The input Block Start

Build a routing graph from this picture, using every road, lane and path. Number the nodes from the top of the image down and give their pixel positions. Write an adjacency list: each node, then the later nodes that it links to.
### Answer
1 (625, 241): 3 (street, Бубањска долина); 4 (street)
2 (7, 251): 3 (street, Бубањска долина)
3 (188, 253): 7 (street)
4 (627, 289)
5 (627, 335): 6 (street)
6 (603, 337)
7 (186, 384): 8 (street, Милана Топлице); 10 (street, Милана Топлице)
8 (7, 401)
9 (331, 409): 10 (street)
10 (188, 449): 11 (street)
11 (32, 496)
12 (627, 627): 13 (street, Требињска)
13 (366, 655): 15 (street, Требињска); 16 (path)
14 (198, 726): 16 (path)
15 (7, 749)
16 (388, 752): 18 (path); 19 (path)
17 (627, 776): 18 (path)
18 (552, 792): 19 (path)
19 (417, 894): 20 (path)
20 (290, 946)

The input Block End

* The task *
Print the entries exactly.

* Answer box *
Build a routing graph from this picture, using every road, lane and path. Number the nodes from the top of the image down and give their pixel positions. Write an adjacency list: each node, then the later nodes that it links to.
### Answer
1 (625, 241): 3 (street, Бубањска долина); 4 (street)
2 (7, 251): 3 (street, Бубањска долина)
3 (188, 253): 7 (street)
4 (627, 289)
5 (627, 335): 6 (street)
6 (603, 337)
7 (186, 384): 8 (street, Милана Топлице); 10 (street, Милана Топлице)
8 (7, 401)
9 (331, 409): 10 (street)
10 (188, 449): 11 (street)
11 (32, 496)
12 (627, 627): 13 (street, Требињска)
13 (366, 655): 15 (street, Требињска); 16 (path)
14 (198, 726): 16 (path)
15 (7, 749)
16 (388, 752): 18 (path); 19 (path)
17 (627, 776): 18 (path)
18 (552, 792): 19 (path)
19 (417, 894): 20 (path)
20 (290, 946)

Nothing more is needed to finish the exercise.